Marine Le Pen's loss to Emmanuel Macron in the French presidential election was the culmination of a larger victory for the populist candidate.
That is, Le Pen took a fringe group — the National Front — to the biggest political stage in the country and got 35 percent of the vote, putting fiery populism squarely in the mainstream for years to come, The Atlantic reported.
"Le Pen's most notable accomplishment is her dramatic expansion of the party’s base, broadening its appeal in a way her father, Jean-Marie Le Pen, never could during his nearly 40 years leading the National Front, a process that involved quite literally throwing him out of the party and working to expel its other anti-Semitic elements," The Atlantic's Emily Schultheis wrote.
Next up: Parliamentary elections where polls suggest the National Front could win 15-20 seats, up from its current two, Axios reported.
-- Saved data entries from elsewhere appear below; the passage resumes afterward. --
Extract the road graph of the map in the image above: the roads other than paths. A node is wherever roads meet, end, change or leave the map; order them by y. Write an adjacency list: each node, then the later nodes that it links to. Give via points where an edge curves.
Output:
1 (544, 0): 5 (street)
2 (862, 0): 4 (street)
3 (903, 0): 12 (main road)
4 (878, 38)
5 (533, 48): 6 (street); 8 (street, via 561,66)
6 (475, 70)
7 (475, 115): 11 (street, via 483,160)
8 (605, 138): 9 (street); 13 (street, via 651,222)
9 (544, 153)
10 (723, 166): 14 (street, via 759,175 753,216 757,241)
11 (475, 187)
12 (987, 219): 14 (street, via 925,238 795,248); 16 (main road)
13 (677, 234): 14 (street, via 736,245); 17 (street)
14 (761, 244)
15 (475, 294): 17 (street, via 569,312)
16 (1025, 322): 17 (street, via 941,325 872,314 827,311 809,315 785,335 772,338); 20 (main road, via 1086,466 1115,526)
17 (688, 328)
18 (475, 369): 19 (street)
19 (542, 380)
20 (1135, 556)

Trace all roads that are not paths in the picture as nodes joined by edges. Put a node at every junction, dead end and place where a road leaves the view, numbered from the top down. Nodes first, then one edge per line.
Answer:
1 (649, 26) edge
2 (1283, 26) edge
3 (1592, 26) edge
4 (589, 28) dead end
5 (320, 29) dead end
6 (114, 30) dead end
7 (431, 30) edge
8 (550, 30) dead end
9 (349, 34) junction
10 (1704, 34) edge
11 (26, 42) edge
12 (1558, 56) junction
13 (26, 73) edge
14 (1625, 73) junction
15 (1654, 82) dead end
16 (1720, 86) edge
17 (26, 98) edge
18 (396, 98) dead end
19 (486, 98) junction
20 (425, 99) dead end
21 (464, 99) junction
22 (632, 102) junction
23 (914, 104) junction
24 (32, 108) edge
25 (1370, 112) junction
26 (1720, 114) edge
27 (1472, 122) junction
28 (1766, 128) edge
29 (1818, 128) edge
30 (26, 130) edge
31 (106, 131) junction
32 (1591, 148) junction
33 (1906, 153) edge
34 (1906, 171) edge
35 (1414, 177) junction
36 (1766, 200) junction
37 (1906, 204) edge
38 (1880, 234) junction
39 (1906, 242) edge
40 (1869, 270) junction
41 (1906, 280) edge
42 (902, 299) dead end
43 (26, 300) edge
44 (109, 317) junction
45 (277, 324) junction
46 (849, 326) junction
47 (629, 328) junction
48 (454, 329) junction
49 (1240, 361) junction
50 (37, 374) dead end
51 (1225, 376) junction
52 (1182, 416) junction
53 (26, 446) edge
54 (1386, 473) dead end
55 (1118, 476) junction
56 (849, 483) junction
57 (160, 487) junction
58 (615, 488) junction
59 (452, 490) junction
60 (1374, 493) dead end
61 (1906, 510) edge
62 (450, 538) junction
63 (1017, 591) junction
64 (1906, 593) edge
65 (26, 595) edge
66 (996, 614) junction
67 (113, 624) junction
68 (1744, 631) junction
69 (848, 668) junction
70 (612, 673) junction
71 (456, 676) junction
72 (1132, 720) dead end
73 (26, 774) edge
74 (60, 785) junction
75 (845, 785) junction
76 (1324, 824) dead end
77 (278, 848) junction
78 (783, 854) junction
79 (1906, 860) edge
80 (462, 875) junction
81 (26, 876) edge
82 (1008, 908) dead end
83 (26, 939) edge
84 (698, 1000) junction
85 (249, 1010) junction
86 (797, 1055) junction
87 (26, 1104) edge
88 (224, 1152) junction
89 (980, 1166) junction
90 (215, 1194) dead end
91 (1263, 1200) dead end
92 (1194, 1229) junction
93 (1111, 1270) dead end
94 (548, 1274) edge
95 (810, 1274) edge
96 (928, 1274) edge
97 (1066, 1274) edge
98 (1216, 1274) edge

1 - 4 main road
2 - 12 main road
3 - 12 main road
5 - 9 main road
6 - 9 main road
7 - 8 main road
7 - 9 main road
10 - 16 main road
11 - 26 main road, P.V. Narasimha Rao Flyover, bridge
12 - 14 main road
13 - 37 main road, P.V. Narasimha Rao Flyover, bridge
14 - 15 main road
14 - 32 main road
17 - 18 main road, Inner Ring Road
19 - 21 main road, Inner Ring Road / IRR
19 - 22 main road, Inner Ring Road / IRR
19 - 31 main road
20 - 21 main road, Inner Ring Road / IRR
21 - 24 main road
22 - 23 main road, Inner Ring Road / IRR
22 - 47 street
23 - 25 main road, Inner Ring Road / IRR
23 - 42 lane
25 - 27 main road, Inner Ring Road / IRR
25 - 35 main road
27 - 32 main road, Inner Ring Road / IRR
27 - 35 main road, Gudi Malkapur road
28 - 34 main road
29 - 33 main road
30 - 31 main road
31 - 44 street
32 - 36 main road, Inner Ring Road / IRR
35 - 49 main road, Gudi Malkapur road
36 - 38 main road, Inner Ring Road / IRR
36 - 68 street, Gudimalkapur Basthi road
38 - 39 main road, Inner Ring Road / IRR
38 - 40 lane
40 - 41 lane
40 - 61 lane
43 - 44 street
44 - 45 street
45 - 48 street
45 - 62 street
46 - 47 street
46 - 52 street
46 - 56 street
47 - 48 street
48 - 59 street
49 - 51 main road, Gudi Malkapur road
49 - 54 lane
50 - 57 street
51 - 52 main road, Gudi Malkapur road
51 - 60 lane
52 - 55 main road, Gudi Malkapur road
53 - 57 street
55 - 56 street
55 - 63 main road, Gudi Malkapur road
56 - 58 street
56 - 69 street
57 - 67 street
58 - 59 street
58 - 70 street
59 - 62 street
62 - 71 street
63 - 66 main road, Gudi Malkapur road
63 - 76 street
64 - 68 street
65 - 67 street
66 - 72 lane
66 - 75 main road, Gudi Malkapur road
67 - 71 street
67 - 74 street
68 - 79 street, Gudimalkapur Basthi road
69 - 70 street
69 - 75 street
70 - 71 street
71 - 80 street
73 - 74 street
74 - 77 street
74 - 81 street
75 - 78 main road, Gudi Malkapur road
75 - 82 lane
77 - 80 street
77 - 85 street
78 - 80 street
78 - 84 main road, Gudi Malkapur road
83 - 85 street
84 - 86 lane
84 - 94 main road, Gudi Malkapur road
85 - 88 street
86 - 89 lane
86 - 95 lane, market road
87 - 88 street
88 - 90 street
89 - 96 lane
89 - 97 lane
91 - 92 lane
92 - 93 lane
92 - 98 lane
And should the National Front stumble in its performance there, waiting in the wings is Le Pen's even more hardline niece, Marion Maréchal-Le Pen, the millennial darling of the nationalism movement in Europe and the U.S.
But in the meantime, Marine Le Pen has promised to overhaul and transform the National Front — including changing its name — "in order to make a new political force," Le Pen told supporters after her election loss.
Le Pen is "certainly not going away," Mabel Berezin, an expert on the European conservative movement at Cornell University, told The Atlantic. "And she will continue to try to make it the kind of conservative nationalist party [she envisioned] … I would think she would be able to contain the dissent and move forward."